Who was the designated deepest player? Not easy to find, is it?
Just as new head coach Luchi Gonzalez designed it.
“Those midfield pieces are interchangeable," The first-year professional manager told reporters after Saturday’s game. "They are fluid, so at any moment any player could be a No. 6, any midfielder could drop into the line of No. 3 or No. 4, any midfielder could become a No. 10 or playmaker — we want that fluidity.”
That fluidity has been dominant in three of the four halves FC Dallas have played so far. Through the first two weeks, they’ve had the highest possession percentage and completed the most passes in MLS, including the single longest pass sequence (tied with Atlanta against Chicago from March 18, 2017) in MLS since 2012 according to Opta.
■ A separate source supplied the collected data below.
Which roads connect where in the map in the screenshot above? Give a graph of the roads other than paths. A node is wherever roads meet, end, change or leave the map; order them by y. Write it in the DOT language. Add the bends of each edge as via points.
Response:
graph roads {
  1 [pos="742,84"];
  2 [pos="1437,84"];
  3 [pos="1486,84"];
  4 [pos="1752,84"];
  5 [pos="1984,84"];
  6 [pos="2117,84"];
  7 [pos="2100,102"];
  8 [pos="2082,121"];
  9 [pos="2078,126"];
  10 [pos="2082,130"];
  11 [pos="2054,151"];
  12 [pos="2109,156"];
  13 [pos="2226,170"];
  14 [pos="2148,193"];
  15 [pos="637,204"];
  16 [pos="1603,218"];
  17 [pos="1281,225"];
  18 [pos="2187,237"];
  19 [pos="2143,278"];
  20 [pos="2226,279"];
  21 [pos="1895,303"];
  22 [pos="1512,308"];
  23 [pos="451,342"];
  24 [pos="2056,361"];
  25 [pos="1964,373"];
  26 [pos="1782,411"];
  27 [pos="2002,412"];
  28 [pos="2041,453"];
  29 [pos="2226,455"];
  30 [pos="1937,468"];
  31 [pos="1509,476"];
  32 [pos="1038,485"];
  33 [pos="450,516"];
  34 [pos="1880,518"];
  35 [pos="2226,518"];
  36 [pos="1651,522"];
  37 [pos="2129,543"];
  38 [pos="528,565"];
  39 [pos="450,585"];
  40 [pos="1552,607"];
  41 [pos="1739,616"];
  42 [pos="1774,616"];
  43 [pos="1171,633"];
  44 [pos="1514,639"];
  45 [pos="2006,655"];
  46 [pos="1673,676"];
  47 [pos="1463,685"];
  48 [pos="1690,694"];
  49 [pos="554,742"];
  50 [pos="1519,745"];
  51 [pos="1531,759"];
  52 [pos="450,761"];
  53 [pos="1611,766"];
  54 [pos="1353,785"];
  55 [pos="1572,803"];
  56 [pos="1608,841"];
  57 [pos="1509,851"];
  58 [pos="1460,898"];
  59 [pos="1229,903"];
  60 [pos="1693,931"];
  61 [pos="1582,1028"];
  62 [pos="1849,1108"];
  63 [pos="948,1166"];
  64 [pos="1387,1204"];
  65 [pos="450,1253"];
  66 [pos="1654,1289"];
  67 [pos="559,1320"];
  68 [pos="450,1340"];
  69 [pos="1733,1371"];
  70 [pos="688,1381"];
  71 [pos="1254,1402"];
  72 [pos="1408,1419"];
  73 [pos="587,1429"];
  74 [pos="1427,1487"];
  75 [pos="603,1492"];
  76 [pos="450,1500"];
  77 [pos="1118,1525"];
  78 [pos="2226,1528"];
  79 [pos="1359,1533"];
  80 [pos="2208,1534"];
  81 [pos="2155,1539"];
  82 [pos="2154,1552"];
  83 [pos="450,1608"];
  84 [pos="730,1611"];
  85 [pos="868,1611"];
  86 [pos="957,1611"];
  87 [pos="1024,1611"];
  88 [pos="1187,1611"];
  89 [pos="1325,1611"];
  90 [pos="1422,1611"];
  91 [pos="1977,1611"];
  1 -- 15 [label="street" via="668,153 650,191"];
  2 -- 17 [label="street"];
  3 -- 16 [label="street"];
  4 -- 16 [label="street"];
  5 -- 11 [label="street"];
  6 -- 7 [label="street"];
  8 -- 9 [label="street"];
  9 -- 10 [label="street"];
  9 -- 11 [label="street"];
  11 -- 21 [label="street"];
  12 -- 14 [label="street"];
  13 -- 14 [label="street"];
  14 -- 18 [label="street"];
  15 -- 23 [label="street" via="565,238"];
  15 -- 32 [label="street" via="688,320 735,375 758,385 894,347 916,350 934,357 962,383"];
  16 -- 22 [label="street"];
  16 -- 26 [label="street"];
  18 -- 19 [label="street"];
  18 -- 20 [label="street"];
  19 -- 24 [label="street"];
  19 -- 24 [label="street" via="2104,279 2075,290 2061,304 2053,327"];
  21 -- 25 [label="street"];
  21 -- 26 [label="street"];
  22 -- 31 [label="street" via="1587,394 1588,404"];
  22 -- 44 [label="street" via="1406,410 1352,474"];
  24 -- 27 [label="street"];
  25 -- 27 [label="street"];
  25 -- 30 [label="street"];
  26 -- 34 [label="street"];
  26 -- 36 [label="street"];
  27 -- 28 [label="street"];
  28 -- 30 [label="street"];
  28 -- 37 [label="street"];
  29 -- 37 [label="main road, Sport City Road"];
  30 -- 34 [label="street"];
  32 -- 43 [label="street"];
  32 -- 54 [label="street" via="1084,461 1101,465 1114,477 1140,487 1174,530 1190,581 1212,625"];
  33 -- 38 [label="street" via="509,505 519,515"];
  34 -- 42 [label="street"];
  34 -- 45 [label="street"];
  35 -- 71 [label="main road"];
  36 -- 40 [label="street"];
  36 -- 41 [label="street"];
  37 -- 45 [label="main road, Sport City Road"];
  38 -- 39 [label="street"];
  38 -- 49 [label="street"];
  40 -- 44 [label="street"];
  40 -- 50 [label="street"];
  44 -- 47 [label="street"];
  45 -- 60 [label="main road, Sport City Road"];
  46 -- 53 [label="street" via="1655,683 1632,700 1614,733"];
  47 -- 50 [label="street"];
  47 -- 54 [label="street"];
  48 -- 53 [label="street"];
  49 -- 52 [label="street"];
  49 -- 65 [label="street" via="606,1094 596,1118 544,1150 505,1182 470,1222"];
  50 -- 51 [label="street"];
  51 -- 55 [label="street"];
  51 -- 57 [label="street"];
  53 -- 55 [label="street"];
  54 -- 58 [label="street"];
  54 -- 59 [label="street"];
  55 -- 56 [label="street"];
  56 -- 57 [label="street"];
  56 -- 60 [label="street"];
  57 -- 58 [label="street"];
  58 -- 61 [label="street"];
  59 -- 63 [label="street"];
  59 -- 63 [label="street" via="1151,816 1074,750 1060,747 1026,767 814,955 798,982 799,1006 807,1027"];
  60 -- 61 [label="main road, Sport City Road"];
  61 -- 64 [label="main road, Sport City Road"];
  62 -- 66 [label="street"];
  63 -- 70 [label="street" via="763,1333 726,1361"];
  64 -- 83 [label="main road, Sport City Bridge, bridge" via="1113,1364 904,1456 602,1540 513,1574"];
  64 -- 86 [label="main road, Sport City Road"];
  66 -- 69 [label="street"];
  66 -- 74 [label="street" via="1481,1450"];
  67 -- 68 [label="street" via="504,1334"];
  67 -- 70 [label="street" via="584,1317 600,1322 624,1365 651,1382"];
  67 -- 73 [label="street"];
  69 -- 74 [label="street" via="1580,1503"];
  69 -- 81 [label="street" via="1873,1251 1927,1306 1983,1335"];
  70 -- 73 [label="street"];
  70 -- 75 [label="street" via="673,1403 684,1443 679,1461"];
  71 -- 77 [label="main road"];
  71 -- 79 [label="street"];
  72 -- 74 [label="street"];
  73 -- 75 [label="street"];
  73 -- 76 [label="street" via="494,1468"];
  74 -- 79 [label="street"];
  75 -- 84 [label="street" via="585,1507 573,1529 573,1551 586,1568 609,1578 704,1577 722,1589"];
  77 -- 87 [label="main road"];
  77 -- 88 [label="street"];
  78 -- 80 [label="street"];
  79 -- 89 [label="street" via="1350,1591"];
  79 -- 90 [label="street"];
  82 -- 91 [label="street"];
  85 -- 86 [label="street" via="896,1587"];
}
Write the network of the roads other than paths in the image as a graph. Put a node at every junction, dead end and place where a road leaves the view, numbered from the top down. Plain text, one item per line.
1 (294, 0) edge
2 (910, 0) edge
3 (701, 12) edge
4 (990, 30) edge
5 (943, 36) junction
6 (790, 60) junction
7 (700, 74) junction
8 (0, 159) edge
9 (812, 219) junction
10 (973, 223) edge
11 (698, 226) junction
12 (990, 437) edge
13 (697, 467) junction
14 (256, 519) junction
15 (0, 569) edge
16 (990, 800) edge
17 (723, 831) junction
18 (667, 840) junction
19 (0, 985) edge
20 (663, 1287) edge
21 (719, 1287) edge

Midfield balance, like so many other things in the sport, goes through trends. The 4-4-2 to the 4-3-3 with a single pivot to the 4-2-3-1 with a double pivot to the deep-lying playmaker. Gonzalez and FCD are at the front of the latest wave: total fluidity between the three players, or something that resembles a Triple Pivot.
All three players can do all three jobs. Nobody is anything, and everyone is everything. Everyone’s a defensive midfielder, everyone’s a box-to-box midfielder; everyone’s an attacking midfielder.
It’s unique, but not entirely cutting edge. It’s part of a larger trend in the game. Teams do not focus on positions the same way they used to. It’s now about roles:
- Here are the X number of things we need when we’re on the ball.
- Nobody has to do any specific thing.
- But all X number of things need to get done.
- It’s up to the players to fulfill the roles on the fly.
We saw similar ideas from Sporting Kansas City and LAFC in 2018. LAFC used Benny Feilhaber, Lee Nguyen and Eduard Atuesta as the midfield triangle at times last season. Atuesta was the primary defensive midfielder, but he would often rotate forward to leave Feilhaber and Nguyen to get the ball from the defenders.
SKC, too, used a fluid rotation between Graham Zusi, Roger Espinoza and Johnny Russell on the right side of the field. Nobody had a designated spot to occupy; rather, they had three functions that they needed to get done, and any player could take any of the three jobs.
At its best, this type of interchange can solve any problem that arises. That guy’s marked, so rotate him out. That guy is stuck up the field, then let’s fill in for him. Players continuously move and show up in new spots and just when you think you have them figured out, something new happens.
It demands total awareness and a complete skill set from all players involved. If any one doesn’t have the wherewithal to read the game or the attributes to execute, it falls apart.
We haven’t seen it from Dallas yet, but the “falls apart” thing can get rough, too. When the rotation doesn’t go right, the team can be left stretch and unprotected. The reason teams started to designate a single defensive midfielder was to ensure someone is always there. Defensive midfielders help stop counterattacks and shield the most vulnerable part in front of the defense. In saying anyone can do that job, you’re always leaving yourself open to nobody doing it.
Gonzalez has mitigated the risk a bit, using Gruezo slightly deeper than the other options. It’s very fluid, but not completely fluid. And it’s a plan that’s worked so far. Dallas have been beautiful to watch. They’ve been confident on the ball, composed under pressure, quick when the space opens and dangerous around the box.
If you haven’t watched them yet, you should.